**WHAT YOU HAVE TO DO**
Output all of the data exactly, keeping any images out of the copy.

**DATASET RECORDS**

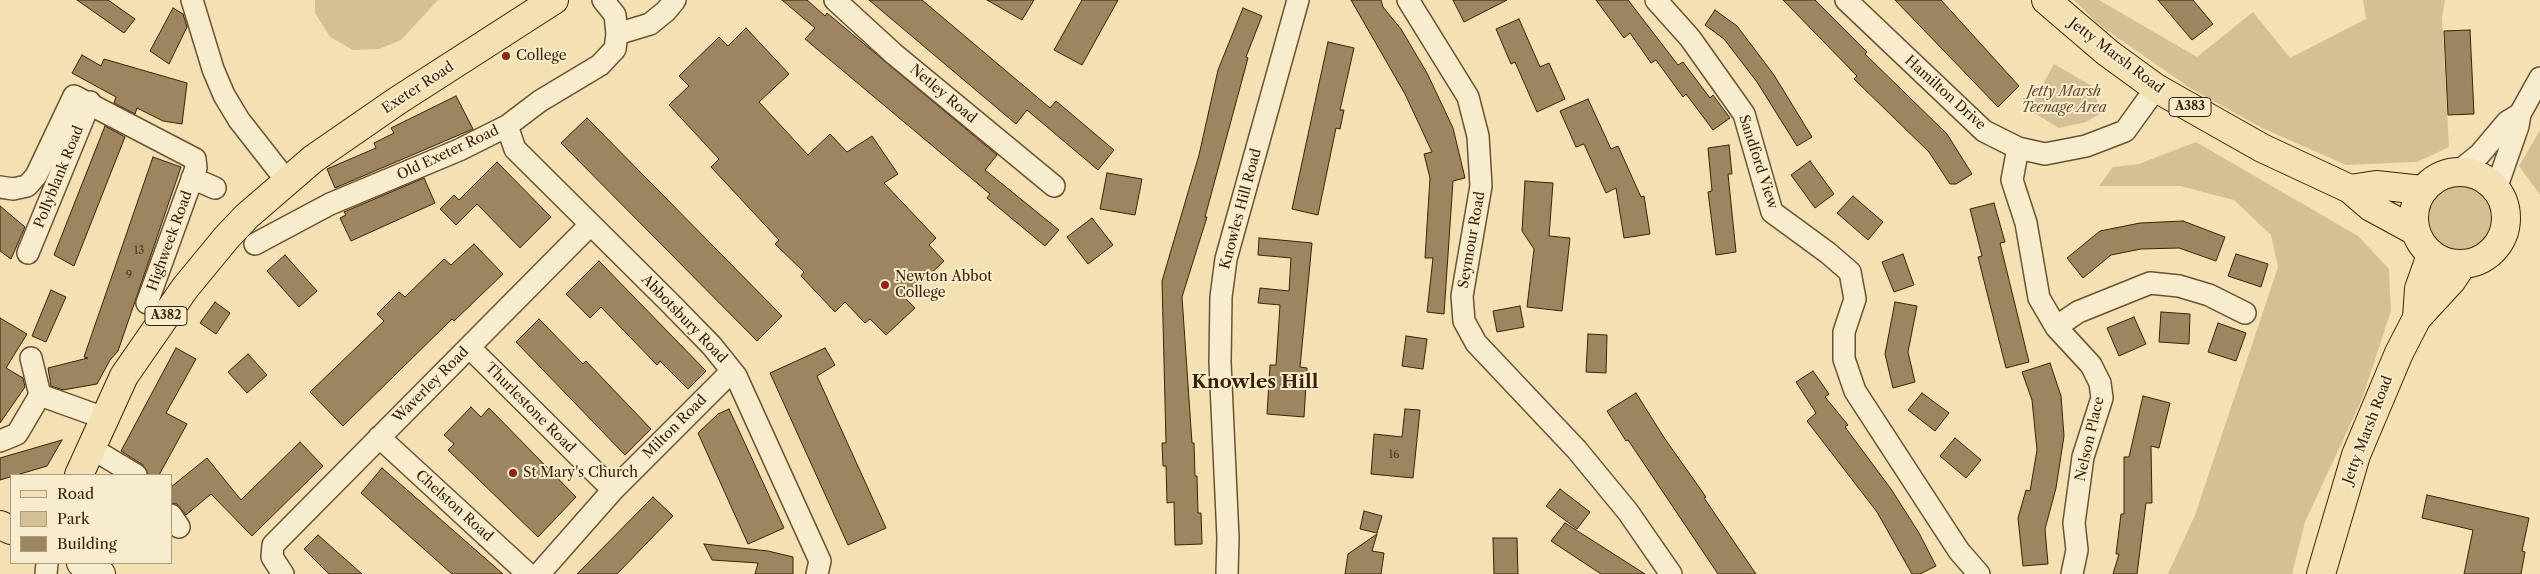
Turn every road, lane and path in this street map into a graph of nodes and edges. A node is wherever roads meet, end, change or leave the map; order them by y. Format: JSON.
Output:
{"nodes":[{"id":1,"x":192,"y":0,"type":"edge"},
{"id":2,"x":554,"y":0,"type":"edge"},
{"id":3,"x":603,"y":0,"type":"edge"},
{"id":4,"x":675,"y":0,"type":"edge"},
{"id":5,"x":835,"y":0,"type":"edge"},
{"id":6,"x":1298,"y":0,"type":"edge"},
{"id":7,"x":1408,"y":0,"type":"edge"},
{"id":8,"x":1656,"y":0,"type":"edge"},
{"id":9,"x":1846,"y":0,"type":"edge"},
{"id":10,"x":2046,"y":0,"type":"edge"},
{"id":11,"x":618,"y":34,"type":"junction"},
{"id":12,"x":2540,"y":78,"type":"edge"},
{"id":13,"x":2156,"y":88,"type":"junction"},
{"id":14,"x":90,"y":102,"type":"junction"},
{"id":15,"x":2520,"y":114,"type":"junction"},
{"id":16,"x":507,"y":126,"type":"junction"},
{"id":17,"x":2018,"y":148,"type":"junction"},
{"id":18,"x":2458,"y":171,"type":"junction"},
{"id":19,"x":192,"y":178,"type":"junction"},
{"id":20,"x":286,"y":180,"type":"junction"},
{"id":21,"x":1054,"y":186,"type":"dead end"},
{"id":22,"x":0,"y":187,"type":"edge"},
{"id":23,"x":215,"y":188,"type":"dead end"},
{"id":24,"x":2350,"y":189,"type":"junction"},
{"id":25,"x":2496,"y":189,"type":"junction"},
{"id":26,"x":2422,"y":190,"type":"junction"},
{"id":27,"x":590,"y":225,"type":"junction"},
{"id":28,"x":2414,"y":231,"type":"junction"},
{"id":29,"x":255,"y":244,"type":"dead end"},
{"id":30,"x":28,"y":252,"type":"dead end"},
{"id":31,"x":2431,"y":255,"type":"junction"},
{"id":32,"x":2462,"y":265,"type":"junction"},
{"id":33,"x":147,"y":303,"type":"dead end"},
{"id":34,"x":2245,"y":313,"type":"dead end"},
{"id":35,"x":2417,"y":318,"type":"junction"},
{"id":36,"x":2056,"y":327,"type":"junction"},
{"id":37,"x":469,"y":347,"type":"junction"},
{"id":38,"x":31,"y":358,"type":"dead end"},
{"id":39,"x":732,"y":371,"type":"junction"},
{"id":40,"x":40,"y":395,"type":"junction"},
{"id":41,"x":104,"y":418,"type":"junction"},
{"id":42,"x":379,"y":437,"type":"junction"},
{"id":43,"x":0,"y":441,"type":"edge"},
{"id":44,"x":91,"y":448,"type":"junction"},
{"id":45,"x":79,"y":474,"type":"edge"},
{"id":46,"x":134,"y":474,"type":"edge"},
{"id":47,"x":613,"y":490,"type":"junction"},
{"id":48,"x":84,"y":564,"type":"edge"},
{"id":49,"x":101,"y":574,"type":"edge"},
{"id":50,"x":283,"y":574,"type":"edge"},
{"id":51,"x":528,"y":574,"type":"edge"},
{"id":52,"x":539,"y":574,"type":"edge"},
{"id":53,"x":817,"y":574,"type":"edge"},
{"id":54,"x":1227,"y":574,"type":"edge"},
{"id":55,"x":1670,"y":574,"type":"edge"},
{"id":56,"x":1979,"y":574,"type":"edge"},
{"id":57,"x":2072,"y":574,"type":"edge"},
{"id":58,"x":2321,"y":574,"type":"edge"}],
"edges":[{"from":1,"to":20,"type":"street"},
{"from":2,"to":20,"type":"main road","name":"Exeter Road","number":"A382"},
{"from":3,"to":11,"type":"street"},
{"from":4,"to":11,"type":"street"},
{"from":5,"to":21,"type":"street","name":"Netley Road"},
{"from":6,"to":54,"type":"street","name":"Knowles Hill Road"},
{"from":7,"to":55,"type":"street","name":"Seymour Road"},
{"from":8,"to":56,"type":"street","name":"Sandford View"},
{"from":9,"to":17,"type":"street","name":"Hamilton Drive"},
{"from":10,"to":13,"type":"main road","name":"Jetty Marsh Road","number":"A383"},
{"from":11,"to":16,"type":"street","name":"Old Exeter Road"},
{"from":12,"to":15,"type":"street"},
{"from":13,"to":17,"type":"street","name":"Hamilton Drive"},
{"from":13,"to":24,"type":"main road","name":"Jetty Marsh Road","number":"A383"},
{"from":14,"to":19,"type":"street","name":"Highweek Road"},
{"from":14,"to":22,"type":"street"},
{"from":14,"to":30,"type":"street","name":"Pollyblank Road"},
{"from":15,"to":18,"type":"street"},
{"from":15,"to":25,"type":"street"},
{"from":16,"to":27,"type":"street","name":"Abbotsbury Road"},
{"from":16,"to":29,"type":"street","name":"Old Exeter Road"},
{"from":17,"to":36,"type":"street","name":"Nelson Place"},
{"from":18,"to":25,"type":"main road"},
{"from":18,"to":26,"type":"main road"},
{"from":19,"to":23,"type":"street","name":"Highweek Road"},
{"from":19,"to":33,"type":"street","name":"Highweek Road"},
{"from":20,"to":41,"type":"main road","number":"A382"},
{"from":24,"to":26,"type":"main road"},
{"from":24,"to":28,"type":"main road","name":"Jetty Marsh Road","number":"A383"},
{"from":25,"to":32,"type":"main road"},
{"from":26,"to":28,"type":"main road"},
{"from":27,"to":37,"type":"street","name":"Waverley Road"},
{"from":27,"to":39,"type":"street","name":"Abbotsbury Road"},
{"from":28,"to":31,"type":"main road"},
{"from":31,"to":32,"type":"main road"},
{"from":31,"to":35,"type":"main road","name":"Jetty Marsh Road"},
{"from":32,"to":35,"type":"main road","name":"Jetty Marsh Road"},
{"from":34,"to":36,"type":"street"},
{"from":35,"to":58,"type":"main road","name":"Jetty Marsh Road"},
{"from":36,"to":57,"type":"street","name":"Nelson Place"},
{"from":37,"to":42,"type":"street","name":"Waverley Road"},
{"from":37,"to":47,"type":"street","name":"Thurlestone Road"},
{"from":38,"to":40,"type":"street"},
{"from":39,"to":47,"type":"street","name":"Milton Road"},
{"from":39,"to":53,"type":"street","name":"Abbotsbury Road"},
{"from":40,"to":41,"type":"street"},
{"from":40,"to":43,"type":"street"},
{"from":41,"to":44,"type":"main road","number":"A382"},
{"from":42,"to":50,"type":"street","name":"Waverley Road"},
{"from":42,"to":51,"type":"street","name":"Chelston Road"},
{"from":44,"to":45,"type":"main road","number":"A382"},
{"from":44,"to":46,"type":"street"},
{"from":47,"to":52,"type":"street","name":"Milton Road"},
{"from":48,"to":49,"type":"main road"}]}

**ANSWER**
Turn every road, lane and path in this street map into a graph of nodes and edges. A node is wherever roads meet, end, change or leave the map; order them by y. Format: JSON.
Output:
{"nodes":[{"id":1,"x":192,"y":0,"type":"edge"},
{"id":2,"x":554,"y":0,"type":"edge"},
{"id":3,"x":603,"y":0,"type":"edge"},
{"id":4,"x":675,"y":0,"type":"edge"},
{"id":5,"x":835,"y":0,"type":"edge"},
{"id":6,"x":1298,"y":0,"type":"edge"},
{"id":7,"x":1408,"y":0,"type":"edge"},
{"id":8,"x":1656,"y":0,"type":"edge"},
{"id":9,"x":1846,"y":0,"type":"edge"},
{"id":10,"x":2046,"y":0,"type":"edge"},
{"id":11,"x":618,"y":34,"type":"junction"},
{"id":12,"x":2540,"y":78,"type":"edge"},
{"id":13,"x":2156,"y":88,"type":"junction"},
{"id":14,"x":90,"y":102,"type":"junction"},
{"id":15,"x":2520,"y":114,"type":"junction"},
{"id":16,"x":507,"y":126,"type":"junction"},
{"id":17,"x":2018,"y":148,"type":"junction"},
{"id":18,"x":2458,"y":171,"type":"junction"},
{"id":19,"x":192,"y":178,"type":"junction"},
{"id":20,"x":286,"y":180,"type":"junction"},
{"id":21,"x":1054,"y":186,"type":"dead end"},
{"id":22,"x":0,"y":187,"type":"edge"},
{"id":23,"x":215,"y":188,"type":"dead end"},
{"id":24,"x":2350,"y":189,"type":"junction"},
{"id":25,"x":2496,"y":189,"type":"junction"},
{"id":26,"x":2422,"y":190,"type":"junction"},
{"id":27,"x":590,"y":225,"type":"junction"},
{"id":28,"x":2414,"y":231,"type":"junction"},
{"id":29,"x":255,"y":244,"type":"dead end"},
{"id":30,"x":28,"y":252,"type":"dead end"},
{"id":31,"x":2431,"y":255,"type":"junction"},
{"id":32,"x":2462,"y":265,"type":"junction"},
{"id":33,"x":147,"y":303,"type":"dead end"},
{"id":34,"x":2245,"y":313,"type":"dead end"},
{"id":35,"x":2417,"y":318,"type":"junction"},
{"id":36,"x":2056,"y":327,"type":"junction"},
{"id":37,"x":469,"y":347,"type":"junction"},
{"id":38,"x":31,"y":358,"type":"dead end"},
{"id":39,"x":732,"y":371,"type":"junction"},
{"id":40,"x":40,"y":395,"type":"junction"},
{"id":41,"x":104,"y":418,"type":"junction"},
{"id":42,"x":379,"y":437,"type":"junction"},
{"id":43,"x":0,"y":441,"type":"edge"},
{"id":44,"x":91,"y":448,"type":"junction"},
{"id":45,"x":79,"y":474,"type":"edge"},
{"id":46,"x":134,"y":474,"type":"edge"},
{"id":47,"x":613,"y":490,"type":"junction"},
{"id":48,"x":84,"y":564,"type":"edge"},
{"id":49,"x":101,"y":574,"type":"edge"},
{"id":50,"x":283,"y":574,"type":"edge"},
{"id":51,"x":528,"y":574,"type":"edge"},
{"id":52,"x":539,"y":574,"type":"edge"},
{"id":53,"x":817,"y":574,"type":"edge"},
{"id":54,"x":1227,"y":574,"type":"edge"},
{"id":55,"x":1670,"y":574,"type":"edge"},
{"id":56,"x":1979,"y":574,"type":"edge"},
{"id":57,"x":2072,"y":574,"type":"edge"},
{"id":58,"x":2321,"y":574,"type":"edge"}],
"edges":[{"from":1,"to":20,"type":"street"},
{"from":2,"to":20,"type":"main road","name":"Exeter Road","number":"A382"},
{"from":3,"to":11,"type":"street"},
{"from":4,"to":11,"type":"street"},
{"from":5,"to":21,"type":"street","name":"Netley Road"},
{"from":6,"to":54,"type":"street","name":"Knowles Hill Road"},
{"from":7,"to":55,"type":"street","name":"Seymour Road"},
{"from":8,"to":56,"type":"street","name":"Sandford View"},
{"from":9,"to":17,"type":"street","name":"Hamilton Drive"},
{"from":10,"to":13,"type":"main road","name":"Jetty Marsh Road","number":"A383"},
{"from":11,"to":16,"type":"street","name":"Old Exeter Road"},
{"from":12,"to":15,"type":"street"},
{"from":13,"to":17,"type":"street","name":"Hamilton Drive"},
{"from":13,"to":24,"type":"main road","name":"Jetty Marsh Road","number":"A383"},
{"from":14,"to":19,"type":"street","name":"Highweek Road"},
{"from":14,"to":22,"type":"street"},
{"from":14,"to":30,"type":"street","name":"Pollyblank Road"},
{"from":15,"to":18,"type":"street"},
{"from":15,"to":25,"type":"street"},
{"from":16,"to":27,"type":"street","name":"Abbotsbury Road"},
{"from":16,"to":29,"type":"street","name":"Old Exeter Road"},
{"from":17,"to":36,"type":"street","name":"Nelson Place"},
{"from":18,"to":25,"type":"main road"},
{"from":18,"to":26,"type":"main road"},
{"from":19,"to":23,"type":"street","name":"Highweek Road"},
{"from":19,"to":33,"type":"street","name":"Highweek Road"},
{"from":20,"to":41,"type":"main road","number":"A382"},
{"from":24,"to":26,"type":"main road"},
{"from":24,"to":28,"type":"main road","name":"Jetty Marsh Road","number":"A383"},
{"from":25,"to":32,"type":"main road"},
{"from":26,"to":28,"type":"main road"},
{"from":27,"to":37,"type":"street","name":"Waverley Road"},
{"from":27,"to":39,"type":"street","name":"Abbotsbury Road"},
{"from":28,"to":31,"type":"main road"},
{"from":31,"to":32,"type":"main road"},
{"from":31,"to":35,"type":"main road","name":"Jetty Marsh Road"},
{"from":32,"to":35,"type":"main road","name":"Jetty Marsh Road"},
{"from":34,"to":36,"type":"street"},
{"from":35,"to":58,"type":"main road","name":"Jetty Marsh Road"},
{"from":36,"to":57,"type":"street","name":"Nelson Place"},
{"from":37,"to":42,"type":"street","name":"Waverley Road"},
{"from":37,"to":47,"type":"street","name":"Thurlestone Road"},
{"from":38,"to":40,"type":"street"},
{"from":39,"to":47,"type":"street","name":"Milton Road"},
{"from":39,"to":53,"type":"street","name":"Abbotsbury Road"},
{"from":40,"to":41,"type":"street"},
{"from":40,"to":43,"type":"street"},
{"from":41,"to":44,"type":"main road","number":"A382"},
{"from":42,"to":50,"type":"street","name":"Waverley Road"},
{"from":42,"to":51,"type":"street","name":"Chelston Road"},
{"from":44,"to":45,"type":"main road","number":"A382"},
{"from":44,"to":46,"type":"street"},
{"from":47,"to":52,"type":"street","name":"Milton Road"},
{"from":48,"to":49,"type":"main road"}]}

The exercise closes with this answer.